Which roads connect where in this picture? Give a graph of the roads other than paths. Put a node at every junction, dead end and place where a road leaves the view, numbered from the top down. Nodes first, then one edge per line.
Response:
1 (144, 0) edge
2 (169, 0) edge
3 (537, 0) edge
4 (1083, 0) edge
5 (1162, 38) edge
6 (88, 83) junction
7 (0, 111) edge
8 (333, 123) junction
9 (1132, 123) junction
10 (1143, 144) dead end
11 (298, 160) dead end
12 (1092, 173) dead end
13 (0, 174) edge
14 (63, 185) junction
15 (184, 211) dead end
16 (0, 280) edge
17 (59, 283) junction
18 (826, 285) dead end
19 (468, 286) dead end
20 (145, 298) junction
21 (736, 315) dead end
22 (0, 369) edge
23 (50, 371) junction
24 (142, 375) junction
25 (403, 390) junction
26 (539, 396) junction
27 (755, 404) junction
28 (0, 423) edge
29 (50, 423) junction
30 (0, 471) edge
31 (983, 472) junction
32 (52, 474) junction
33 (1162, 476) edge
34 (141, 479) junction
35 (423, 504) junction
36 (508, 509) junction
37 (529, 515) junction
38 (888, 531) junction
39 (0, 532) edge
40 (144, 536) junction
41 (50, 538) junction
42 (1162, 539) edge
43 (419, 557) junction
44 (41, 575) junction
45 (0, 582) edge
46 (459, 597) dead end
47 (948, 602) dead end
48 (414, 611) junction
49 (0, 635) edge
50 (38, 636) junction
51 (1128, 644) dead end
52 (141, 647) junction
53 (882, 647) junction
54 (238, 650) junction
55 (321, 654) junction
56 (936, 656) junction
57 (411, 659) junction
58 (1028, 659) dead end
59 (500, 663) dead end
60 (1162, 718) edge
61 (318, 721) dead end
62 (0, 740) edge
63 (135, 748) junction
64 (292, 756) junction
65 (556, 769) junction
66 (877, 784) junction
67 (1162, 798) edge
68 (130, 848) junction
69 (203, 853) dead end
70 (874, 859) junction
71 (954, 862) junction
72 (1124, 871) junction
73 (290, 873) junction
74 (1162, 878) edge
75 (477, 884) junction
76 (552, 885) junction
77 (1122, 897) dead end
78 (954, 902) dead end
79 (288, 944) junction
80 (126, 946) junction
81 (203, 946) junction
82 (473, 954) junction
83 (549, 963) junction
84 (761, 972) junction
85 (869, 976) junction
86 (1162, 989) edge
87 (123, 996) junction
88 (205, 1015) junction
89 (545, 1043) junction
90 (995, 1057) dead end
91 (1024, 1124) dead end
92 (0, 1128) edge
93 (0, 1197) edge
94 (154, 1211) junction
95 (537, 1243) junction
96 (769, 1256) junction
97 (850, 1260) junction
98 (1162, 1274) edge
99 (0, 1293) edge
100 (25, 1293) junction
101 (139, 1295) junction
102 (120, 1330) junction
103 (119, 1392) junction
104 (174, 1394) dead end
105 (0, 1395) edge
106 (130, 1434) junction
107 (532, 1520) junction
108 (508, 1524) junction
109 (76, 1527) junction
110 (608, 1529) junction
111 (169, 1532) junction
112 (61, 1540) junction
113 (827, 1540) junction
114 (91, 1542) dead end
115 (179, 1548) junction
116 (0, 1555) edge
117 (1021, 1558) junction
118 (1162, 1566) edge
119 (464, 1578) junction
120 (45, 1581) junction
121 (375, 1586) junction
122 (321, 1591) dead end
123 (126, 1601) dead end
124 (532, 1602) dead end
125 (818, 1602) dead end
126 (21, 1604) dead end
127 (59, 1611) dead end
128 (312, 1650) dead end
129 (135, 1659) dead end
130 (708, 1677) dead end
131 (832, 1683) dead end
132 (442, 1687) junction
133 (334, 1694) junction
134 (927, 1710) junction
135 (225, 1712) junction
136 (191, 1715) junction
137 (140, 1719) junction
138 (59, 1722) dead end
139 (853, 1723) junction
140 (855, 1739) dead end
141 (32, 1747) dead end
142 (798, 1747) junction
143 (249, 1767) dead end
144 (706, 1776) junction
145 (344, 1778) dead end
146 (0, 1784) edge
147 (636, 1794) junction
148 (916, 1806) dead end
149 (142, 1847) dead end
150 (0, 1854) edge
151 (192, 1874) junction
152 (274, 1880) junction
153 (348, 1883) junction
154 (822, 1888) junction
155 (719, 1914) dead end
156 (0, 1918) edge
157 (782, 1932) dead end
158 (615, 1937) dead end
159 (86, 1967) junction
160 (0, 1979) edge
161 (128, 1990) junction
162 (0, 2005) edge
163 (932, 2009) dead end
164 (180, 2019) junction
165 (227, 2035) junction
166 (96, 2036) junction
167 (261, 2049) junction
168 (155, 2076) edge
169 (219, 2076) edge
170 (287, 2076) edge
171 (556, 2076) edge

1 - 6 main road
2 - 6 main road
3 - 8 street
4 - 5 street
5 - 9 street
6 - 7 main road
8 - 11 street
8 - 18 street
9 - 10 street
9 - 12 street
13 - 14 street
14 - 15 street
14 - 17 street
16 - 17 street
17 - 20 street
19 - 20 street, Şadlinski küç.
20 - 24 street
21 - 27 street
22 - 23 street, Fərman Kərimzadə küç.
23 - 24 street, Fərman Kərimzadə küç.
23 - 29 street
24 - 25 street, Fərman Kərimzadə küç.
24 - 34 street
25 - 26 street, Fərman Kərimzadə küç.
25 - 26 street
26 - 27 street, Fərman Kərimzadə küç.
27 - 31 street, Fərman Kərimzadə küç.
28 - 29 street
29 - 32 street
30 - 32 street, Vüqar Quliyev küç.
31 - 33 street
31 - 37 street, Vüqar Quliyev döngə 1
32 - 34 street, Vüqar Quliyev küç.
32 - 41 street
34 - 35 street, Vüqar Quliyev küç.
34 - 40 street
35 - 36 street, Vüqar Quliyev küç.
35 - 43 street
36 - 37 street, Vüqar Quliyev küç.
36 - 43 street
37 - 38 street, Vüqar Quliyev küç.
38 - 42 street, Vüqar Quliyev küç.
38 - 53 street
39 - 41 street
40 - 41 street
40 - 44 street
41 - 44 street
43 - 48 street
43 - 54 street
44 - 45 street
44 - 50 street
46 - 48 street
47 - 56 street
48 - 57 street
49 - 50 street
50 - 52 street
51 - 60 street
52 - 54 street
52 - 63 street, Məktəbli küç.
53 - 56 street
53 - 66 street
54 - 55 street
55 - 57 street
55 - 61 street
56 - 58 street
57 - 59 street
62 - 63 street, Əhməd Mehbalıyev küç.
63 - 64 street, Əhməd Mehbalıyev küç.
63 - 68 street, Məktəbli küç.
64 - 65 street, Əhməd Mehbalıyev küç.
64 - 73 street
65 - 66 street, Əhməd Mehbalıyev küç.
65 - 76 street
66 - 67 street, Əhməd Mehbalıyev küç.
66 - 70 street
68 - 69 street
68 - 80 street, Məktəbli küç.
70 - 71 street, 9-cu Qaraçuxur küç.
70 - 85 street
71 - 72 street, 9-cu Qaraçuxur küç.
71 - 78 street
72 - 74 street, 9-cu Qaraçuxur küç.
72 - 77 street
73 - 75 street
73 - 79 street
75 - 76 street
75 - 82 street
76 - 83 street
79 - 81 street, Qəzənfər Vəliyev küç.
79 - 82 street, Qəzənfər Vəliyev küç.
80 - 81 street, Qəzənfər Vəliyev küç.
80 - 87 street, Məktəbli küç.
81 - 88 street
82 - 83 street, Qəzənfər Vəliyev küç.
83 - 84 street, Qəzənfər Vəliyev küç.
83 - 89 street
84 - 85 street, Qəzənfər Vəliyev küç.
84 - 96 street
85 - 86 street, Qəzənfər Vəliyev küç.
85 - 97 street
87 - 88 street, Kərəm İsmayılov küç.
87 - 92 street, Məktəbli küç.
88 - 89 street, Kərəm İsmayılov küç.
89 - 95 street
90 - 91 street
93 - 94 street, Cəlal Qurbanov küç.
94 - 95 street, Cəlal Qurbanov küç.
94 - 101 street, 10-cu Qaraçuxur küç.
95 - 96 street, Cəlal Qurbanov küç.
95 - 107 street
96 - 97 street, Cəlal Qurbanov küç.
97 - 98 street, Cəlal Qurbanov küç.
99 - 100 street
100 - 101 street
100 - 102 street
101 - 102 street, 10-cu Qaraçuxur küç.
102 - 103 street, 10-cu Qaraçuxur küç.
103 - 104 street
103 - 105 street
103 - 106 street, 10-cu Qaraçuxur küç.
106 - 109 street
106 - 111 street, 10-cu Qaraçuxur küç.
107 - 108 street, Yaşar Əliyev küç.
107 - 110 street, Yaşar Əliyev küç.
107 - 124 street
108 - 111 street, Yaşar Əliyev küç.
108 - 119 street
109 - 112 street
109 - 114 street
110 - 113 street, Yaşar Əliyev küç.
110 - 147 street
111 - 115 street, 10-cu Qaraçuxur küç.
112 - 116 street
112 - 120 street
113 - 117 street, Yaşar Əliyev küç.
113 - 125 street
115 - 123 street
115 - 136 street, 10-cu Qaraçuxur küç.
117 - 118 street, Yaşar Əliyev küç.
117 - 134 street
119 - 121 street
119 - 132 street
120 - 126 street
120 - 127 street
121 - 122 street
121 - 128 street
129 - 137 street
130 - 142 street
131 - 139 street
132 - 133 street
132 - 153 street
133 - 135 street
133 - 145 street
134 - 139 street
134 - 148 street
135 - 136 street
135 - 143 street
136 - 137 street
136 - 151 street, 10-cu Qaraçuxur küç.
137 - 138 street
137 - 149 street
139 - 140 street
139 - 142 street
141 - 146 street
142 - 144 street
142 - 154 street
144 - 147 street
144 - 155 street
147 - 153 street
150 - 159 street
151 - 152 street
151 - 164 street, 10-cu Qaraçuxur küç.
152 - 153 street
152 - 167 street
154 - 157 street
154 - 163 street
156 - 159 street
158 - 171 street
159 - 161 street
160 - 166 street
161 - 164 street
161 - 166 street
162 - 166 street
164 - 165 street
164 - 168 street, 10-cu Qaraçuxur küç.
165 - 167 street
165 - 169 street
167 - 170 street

━━━━━━━━━━

## [Problem requirements]
For each line in the material above that contains the string "Qurbanov", make a copy.

## [Problem solution]
93 - 94 street, Cəlal Qurbanov küç.
94 - 95 street, Cəlal Qurbanov küç.
95 - 96 street, Cəlal Qurbanov küç.
96 - 97 street, Cəlal Qurbanov küç.
97 - 98 street, Cəlal Qurbanov küç.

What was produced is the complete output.